··· DATASET EXCERPTS ···
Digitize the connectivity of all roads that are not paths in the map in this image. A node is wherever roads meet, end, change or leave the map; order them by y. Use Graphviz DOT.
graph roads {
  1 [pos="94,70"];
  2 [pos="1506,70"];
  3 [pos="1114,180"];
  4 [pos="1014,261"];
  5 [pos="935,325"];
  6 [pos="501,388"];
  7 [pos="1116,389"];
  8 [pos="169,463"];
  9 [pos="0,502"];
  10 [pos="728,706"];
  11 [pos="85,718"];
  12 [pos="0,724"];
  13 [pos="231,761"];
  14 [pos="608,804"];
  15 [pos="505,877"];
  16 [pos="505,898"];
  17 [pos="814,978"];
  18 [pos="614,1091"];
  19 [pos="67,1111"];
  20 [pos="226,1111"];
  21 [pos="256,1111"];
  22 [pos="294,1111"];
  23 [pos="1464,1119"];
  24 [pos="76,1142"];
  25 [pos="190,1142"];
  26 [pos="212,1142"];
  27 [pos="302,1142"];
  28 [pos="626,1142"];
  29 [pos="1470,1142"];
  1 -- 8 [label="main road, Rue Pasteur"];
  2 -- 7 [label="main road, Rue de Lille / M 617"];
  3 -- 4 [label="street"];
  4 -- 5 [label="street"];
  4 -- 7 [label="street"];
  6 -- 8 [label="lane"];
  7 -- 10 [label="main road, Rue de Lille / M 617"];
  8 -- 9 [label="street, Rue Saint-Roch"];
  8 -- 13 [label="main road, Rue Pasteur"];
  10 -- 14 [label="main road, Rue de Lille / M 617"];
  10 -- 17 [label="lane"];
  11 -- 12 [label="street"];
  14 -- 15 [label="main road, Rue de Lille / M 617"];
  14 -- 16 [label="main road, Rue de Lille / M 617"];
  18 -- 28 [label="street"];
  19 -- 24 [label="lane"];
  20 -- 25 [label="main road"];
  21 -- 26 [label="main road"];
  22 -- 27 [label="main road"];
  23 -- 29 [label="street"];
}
···
Line by line, reproduce the data exactly as given.

__SOLUTION BELOW__
Digitize the connectivity of all roads that are not paths in the map in this image. A node is wherever roads meet, end, change or leave the map; order them by y. Use Graphviz DOT.
graph roads {
  1 [pos="94,70"];
  2 [pos="1506,70"];
  3 [pos="1114,180"];
  4 [pos="1014,261"];
  5 [pos="935,325"];
  6 [pos="501,388"];
  7 [pos="1116,389"];
  8 [pos="169,463"];
  9 [pos="0,502"];
  10 [pos="728,706"];
  11 [pos="85,718"];
  12 [pos="0,724"];
  13 [pos="231,761"];
  14 [pos="608,804"];
  15 [pos="505,877"];
  16 [pos="505,898"];
  17 [pos="814,978"];
  18 [pos="614,1091"];
  19 [pos="67,1111"];
  20 [pos="226,1111"];
  21 [pos="256,1111"];
  22 [pos="294,1111"];
  23 [pos="1464,1119"];
  24 [pos="76,1142"];
  25 [pos="190,1142"];
  26 [pos="212,1142"];
  27 [pos="302,1142"];
  28 [pos="626,1142"];
  29 [pos="1470,1142"];
  1 -- 8 [label="main road, Rue Pasteur"];
  2 -- 7 [label="main road, Rue de Lille / M 617"];
  3 -- 4 [label="street"];
  4 -- 5 [label="street"];
  4 -- 7 [label="street"];
  6 -- 8 [label="lane"];
  7 -- 10 [label="main road, Rue de Lille / M 617"];
  8 -- 9 [label="street, Rue Saint-Roch"];
  8 -- 13 [label="main road, Rue Pasteur"];
  10 -- 14 [label="main road, Rue de Lille / M 617"];
  10 -- 17 [label="lane"];
  11 -- 12 [label="street"];
  14 -- 15 [label="main road, Rue de Lille / M 617"];
  14 -- 16 [label="main road, Rue de Lille / M 617"];
  18 -- 28 [label="street"];
  19 -- 24 [label="lane"];
  20 -- 25 [label="main road"];
  21 -- 26 [label="main road"];
  22 -- 27 [label="main road"];
  23 -- 29 [label="street"];
}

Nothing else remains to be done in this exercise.